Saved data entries
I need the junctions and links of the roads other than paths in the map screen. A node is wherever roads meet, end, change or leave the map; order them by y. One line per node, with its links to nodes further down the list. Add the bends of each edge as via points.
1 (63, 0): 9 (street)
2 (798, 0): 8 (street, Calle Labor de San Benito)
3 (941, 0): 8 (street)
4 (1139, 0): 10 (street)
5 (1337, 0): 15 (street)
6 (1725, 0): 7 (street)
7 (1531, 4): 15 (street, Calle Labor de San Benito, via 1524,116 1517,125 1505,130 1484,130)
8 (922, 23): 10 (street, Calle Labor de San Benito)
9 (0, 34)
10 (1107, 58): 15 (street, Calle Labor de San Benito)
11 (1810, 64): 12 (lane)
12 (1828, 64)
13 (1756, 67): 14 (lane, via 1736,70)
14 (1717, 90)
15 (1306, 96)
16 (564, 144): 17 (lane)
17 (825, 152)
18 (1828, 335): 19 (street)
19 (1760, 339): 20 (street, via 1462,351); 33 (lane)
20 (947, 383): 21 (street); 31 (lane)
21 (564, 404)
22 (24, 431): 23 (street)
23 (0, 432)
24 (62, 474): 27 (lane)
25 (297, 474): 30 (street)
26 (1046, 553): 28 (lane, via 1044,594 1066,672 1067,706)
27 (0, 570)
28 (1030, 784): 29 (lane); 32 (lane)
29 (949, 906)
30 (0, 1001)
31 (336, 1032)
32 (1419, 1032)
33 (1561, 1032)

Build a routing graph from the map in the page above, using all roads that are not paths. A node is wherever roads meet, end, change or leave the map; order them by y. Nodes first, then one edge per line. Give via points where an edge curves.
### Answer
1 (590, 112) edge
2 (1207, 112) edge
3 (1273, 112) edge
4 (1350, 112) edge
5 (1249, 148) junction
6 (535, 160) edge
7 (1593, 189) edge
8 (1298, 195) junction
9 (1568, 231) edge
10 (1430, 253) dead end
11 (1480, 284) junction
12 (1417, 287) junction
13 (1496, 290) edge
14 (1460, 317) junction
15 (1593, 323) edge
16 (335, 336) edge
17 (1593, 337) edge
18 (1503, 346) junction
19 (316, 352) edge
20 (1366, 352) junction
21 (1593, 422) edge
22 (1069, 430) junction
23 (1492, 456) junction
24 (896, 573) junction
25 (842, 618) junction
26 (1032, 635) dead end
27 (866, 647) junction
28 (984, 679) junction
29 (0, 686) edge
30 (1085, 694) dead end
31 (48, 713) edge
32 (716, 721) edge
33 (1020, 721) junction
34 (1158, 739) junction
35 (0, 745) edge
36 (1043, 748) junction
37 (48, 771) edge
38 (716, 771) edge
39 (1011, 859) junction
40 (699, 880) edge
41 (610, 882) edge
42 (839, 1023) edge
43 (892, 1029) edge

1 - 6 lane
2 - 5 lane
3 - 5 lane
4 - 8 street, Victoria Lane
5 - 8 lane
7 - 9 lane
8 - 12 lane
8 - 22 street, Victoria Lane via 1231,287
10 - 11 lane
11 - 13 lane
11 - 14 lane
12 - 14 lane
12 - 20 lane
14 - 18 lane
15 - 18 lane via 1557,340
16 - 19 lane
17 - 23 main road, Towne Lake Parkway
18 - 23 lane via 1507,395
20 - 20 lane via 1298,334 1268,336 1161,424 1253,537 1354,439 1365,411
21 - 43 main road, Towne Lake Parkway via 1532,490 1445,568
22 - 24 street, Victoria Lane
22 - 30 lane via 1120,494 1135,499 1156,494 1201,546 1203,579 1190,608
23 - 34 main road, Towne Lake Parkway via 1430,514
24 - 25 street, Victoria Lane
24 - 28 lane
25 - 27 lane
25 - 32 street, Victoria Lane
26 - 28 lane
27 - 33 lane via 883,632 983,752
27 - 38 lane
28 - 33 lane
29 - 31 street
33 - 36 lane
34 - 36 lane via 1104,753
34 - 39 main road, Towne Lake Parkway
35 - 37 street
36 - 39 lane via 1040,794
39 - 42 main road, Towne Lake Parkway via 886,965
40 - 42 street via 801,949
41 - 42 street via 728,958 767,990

*PROBLEM TO WORK ON*: Reproduce all the records. Keep them exact, please.

*RESPONSE TO THIS TASK*:
I need the junctions and links of the roads other than paths in the map screen. A node is wherever roads meet, end, change or leave the map; order them by y. One line per node, with its links to nodes further down the list. Add the bends of each edge as via points.
1 (63, 0): 9 (street)
2 (798, 0): 8 (street, Calle Labor de San Benito)
3 (941, 0): 8 (street)
4 (1139, 0): 10 (street)
5 (1337, 0): 15 (street)
6 (1725, 0): 7 (street)
7 (1531, 4): 15 (street, Calle Labor de San Benito, via 1524,116 1517,125 1505,130 1484,130)
8 (922, 23): 10 (street, Calle Labor de San Benito)
9 (0, 34)
10 (1107, 58): 15 (street, Calle Labor de San Benito)
11 (1810, 64): 12 (lane)
12 (1828, 64)
13 (1756, 67): 14 (lane, via 1736,70)
14 (1717, 90)
15 (1306, 96)
16 (564, 144): 17 (lane)
17 (825, 152)
18 (1828, 335): 19 (street)
19 (1760, 339): 20 (street, via 1462,351); 33 (lane)
20 (947, 383): 21 (street); 31 (lane)
21 (564, 404)
22 (24, 431): 23 (street)
23 (0, 432)
24 (62, 474): 27 (lane)
25 (297, 474): 30 (street)
26 (1046, 553): 28 (lane, via 1044,594 1066,672 1067,706)
27 (0, 570)
28 (1030, 784): 29 (lane); 32 (lane)
29 (949, 906)
30 (0, 1001)
31 (336, 1032)
32 (1419, 1032)
33 (1561, 1032)

Build a routing graph from the map in the page above, using all roads that are not paths. A node is wherever roads meet, end, change or leave the map; order them by y. Nodes first, then one edge per line. Give via points where an edge curves.
### Answer
1 (590, 112) edge
2 (1207, 112) edge
3 (1273, 112) edge
4 (1350, 112) edge
5 (1249, 148) junction
6 (535, 160) edge
7 (1593, 189) edge
8 (1298, 195) junction
9 (1568, 231) edge
10 (1430, 253) dead end
11 (1480, 284) junction
12 (1417, 287) junction
13 (1496, 290) edge
14 (1460, 317) junction
15 (1593, 323) edge
16 (335, 336) edge
17 (1593, 337) edge
18 (1503, 346) junction
19 (316, 352) edge
20 (1366, 352) junction
21 (1593, 422) edge
22 (1069, 430) junction
23 (1492, 456) junction
24 (896, 573) junction
25 (842, 618) junction
26 (1032, 635) dead end
27 (866, 647) junction
28 (984, 679) junction
29 (0, 686) edge
30 (1085, 694) dead end
31 (48, 713) edge
32 (716, 721) edge
33 (1020, 721) junction
34 (1158, 739) junction
35 (0, 745) edge
36 (1043, 748) junction
37 (48, 771) edge
38 (716, 771) edge
39 (1011, 859) junction
40 (699, 880) edge
41 (610, 882) edge
42 (839, 1023) edge
43 (892, 1029) edge

1 - 6 lane
2 - 5 lane
3 - 5 lane
4 - 8 street, Victoria Lane
5 - 8 lane
7 - 9 lane
8 - 12 lane
8 - 22 street, Victoria Lane via 1231,287
10 - 11 lane
11 - 13 lane
11 - 14 lane
12 - 14 lane
12 - 20 lane
14 - 18 lane
15 - 18 lane via 1557,340
16 - 19 lane
17 - 23 main road, Towne Lake Parkway
18 - 23 lane via 1507,395
20 - 20 lane via 1298,334 1268,336 1161,424 1253,537 1354,439 1365,411
21 - 43 main road, Towne Lake Parkway via 1532,490 1445,568
22 - 24 street, Victoria Lane
22 - 30 lane via 1120,494 1135,499 1156,494 1201,546 1203,579 1190,608
23 - 34 main road, Towne Lake Parkway via 1430,514
24 - 25 street, Victoria Lane
24 - 28 lane
25 - 27 lane
25 - 32 street, Victoria Lane
26 - 28 lane
27 - 33 lane via 883,632 983,752
27 - 38 lane
28 - 33 lane
29 - 31 street
33 - 36 lane
34 - 36 lane via 1104,753
34 - 39 main road, Towne Lake Parkway
35 - 37 street
36 - 39 lane via 1040,794
39 - 42 main road, Towne Lake Parkway via 886,965
40 - 42 street via 801,949
41 - 42 street via 728,958 767,990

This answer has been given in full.